Inspired by recent threads by KennyG I had an idea to post some general safety tips for the race track.
Over the years I have seen posts and had emails from guys about to shoot their first race asking about tips. Seldom do they concern safety. When going to cover a race, safety should be your number one priority. There is not much chance of you surviving a collision with a race car. Let's deal with this in two parts, in the turns and in the pits.
Part 1, THE TURNS
When in a turn, be aware of what is happening on the track. If the track is hot (meaning green light conditions) don't sit down. If your sitting and an incident happens, you won't get it with the camera. Also if something is coming your way and you are sitting, before you can make an evasive move you have to stand up. Now granted it doesn't take much time to stand up but, considering an average crash may last 3-5 seconds and by the time you are aware of it 1-2 seconds may have already passed. That extra second may make a difference in leaving in your car or an ambulance. I am always amazed by fans in the stands in the background who are looking the other way as a car is smashing against a wall right in front of them.

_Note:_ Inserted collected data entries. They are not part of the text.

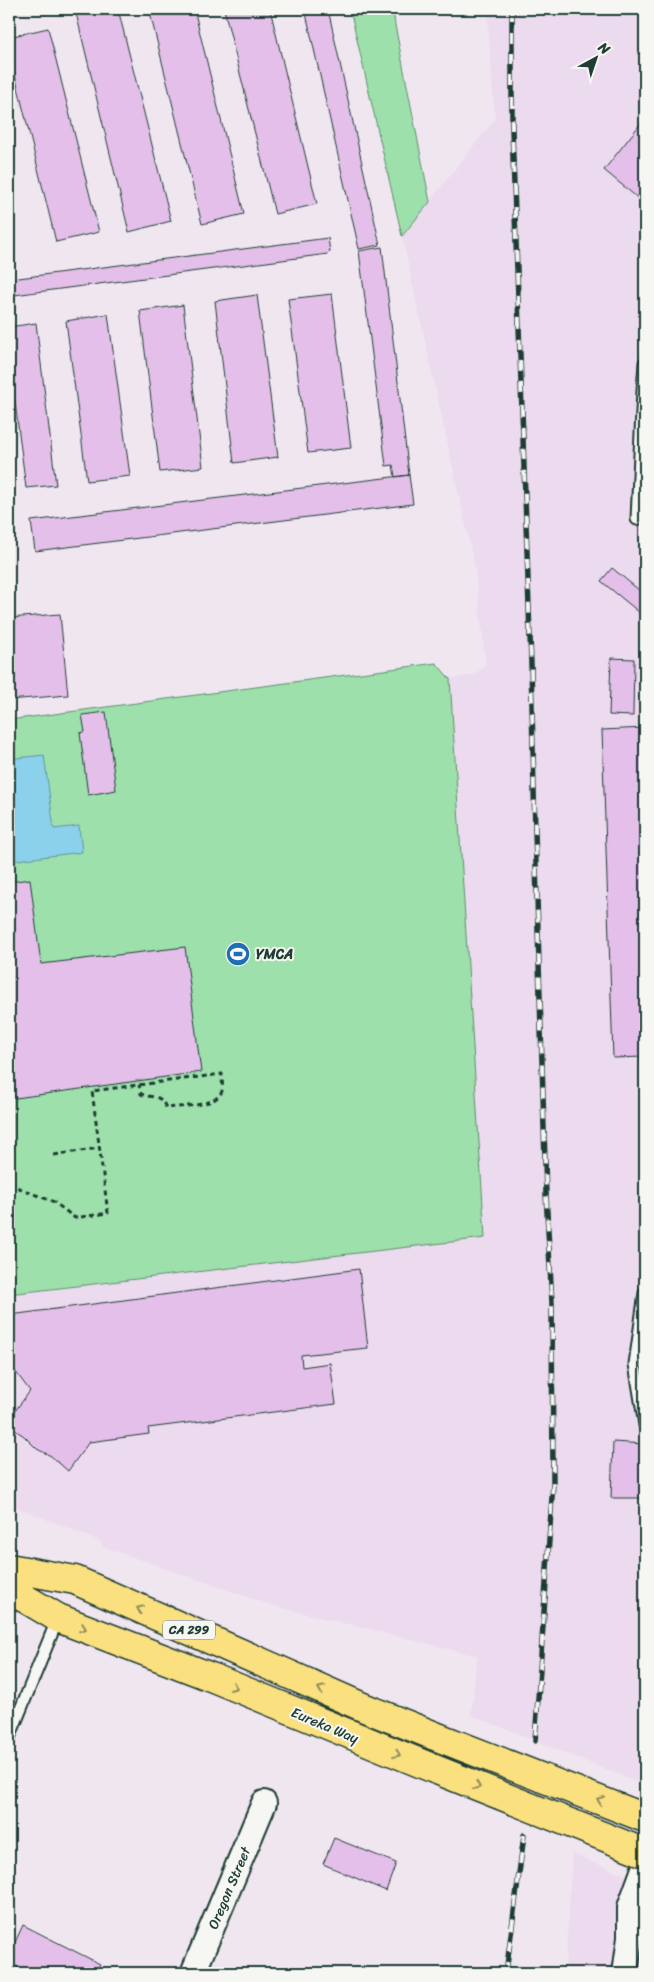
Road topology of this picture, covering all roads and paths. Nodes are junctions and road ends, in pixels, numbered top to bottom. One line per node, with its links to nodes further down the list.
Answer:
1 (645, 362): 2 (lane)
2 (644, 391): 3 (lane)
3 (637, 519)
4 (138, 1085): 4 (path); 5 (path)
5 (100, 1148): 6 (path); 7 (path)
6 (54, 1155)
7 (9, 1184)
8 (645, 1293): 9 (lane)
9 (645, 1425)
10 (9, 1568): 15 (highway, CA 299, one-way to 10, bridge)
11 (9, 1589): 12 (highway, Eureka Way / CA 299)
12 (58, 1618): 13 (lane); 16 (highway, Eureka Way / CA 299, one-way to 16, bridge)
13 (9, 1738)
14 (264, 1803): 18 (street, Oregon Street)
15 (645, 1818)
16 (645, 1853)
17 (645, 1866): 19 (street)
18 (193, 1973)
19 (625, 1973)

If your on the move while the track is hot always turn to watch as cars are passing by. Never turn your back on traffic.
Before shooting place yourself in a safe place. Stand somewhere that you have protection in case something comes at you and if it does, think about yourself, not getting the shot.
Plan your route of escape. If your against a wall or fence, don't run away from it when something comes at you. If a car or tire is coming at you and you run away from the fence/wall and the object comes over the wall you have nothing to hide behind. Personally I am not a big fan of dropping where you are either, I believe you should try to advance along the wall/fence in the direction the traffic is coming from, in otherwords, uptrack. If a car is coming right at you and you run uptrack and it hits where you were, chances are any debris that is thrown over the fence will be carried downtrack by the forward motion of the car, leaving you in a safer position. If you run downtrack along the wall/fence you will be right smack in the middle of any debris field that comes over the fence and will sustain injuries, possibly fatal ones.
Sometimes it happens so fast that by the time your aware that the car is coming right at you and is not going to stop all you can do is drop down behind your protection and hope that the impact will not come thru the protection.
Another factor is have liquids with you. Water, soda pop, fruit juice, anything that will keep you hydrated. Don't drink alcohol. Besides impairing your judgement it only further dehydrates you.
If it is an extrememly hot day, have a small cooler with ice and some water in it. Take a small towel, soak it in the water and drench yourself. You will be surprised how refreshing this is. A water bottle frozen the night before will thaw and provide ice cold water for quite a while.
These tips are for inside turns. If you are not very experienced in motorsports I would highly recommend that you stay away from getting on the outside of a turn. It is 100 times more dangerous than the inside.
If you are near a saftey vehicle, never ever walk in front of that vehicle when the track is hot. At Indy the safety trucks are often rolling out before the crash has even stopped. I have seen safety trucks pulling up on the scene as a car is still sliding to a stop. The IRL saftey crews are the best in the world, other safety crews study how the IRL does it. Don't be afraid to ask questions of track workers or safety people and even other more experienced photographers at that track.
Part 2, THE PITS
If you have never shot a race before I would recommend staying out of the pits. It is probably the most dangerous place at a race for a photographer. Now if you are in the pits, arrive early and scope out where you want to shoot. Talk with the crew chiefs and ask where you can shoot from. You don't want to get in their way. A pissed off crew chief can get you thrown out of the pits faster than you will know what is happening.
Crashes happen in the pits too and when they do parts fly, tires, eqiupment, fuel all can ruin your day pretty fast. Beware of what is happening on the otherside of the pitwall. If you see your car coming in for a stop, look to see who is coming behind him before you look thru the camera. Shoot the stop and occaisionly open your other eye to see whats going on outside your field of view in the camera.
If you hear the word FIRE, run, don't look back get out of there ASAP. The last thing safety workers/fireman and team members need is to have to go around you to put the fire out.
Always be looking, left, right, in front of you, behind you. Know what is happening.
Last but not least in pit action coverage, some tracks require it and some don't but, invest in a firesuit. It may save your life.
RFM or Kenny or Ian if you can think of anything I have left out, please add it.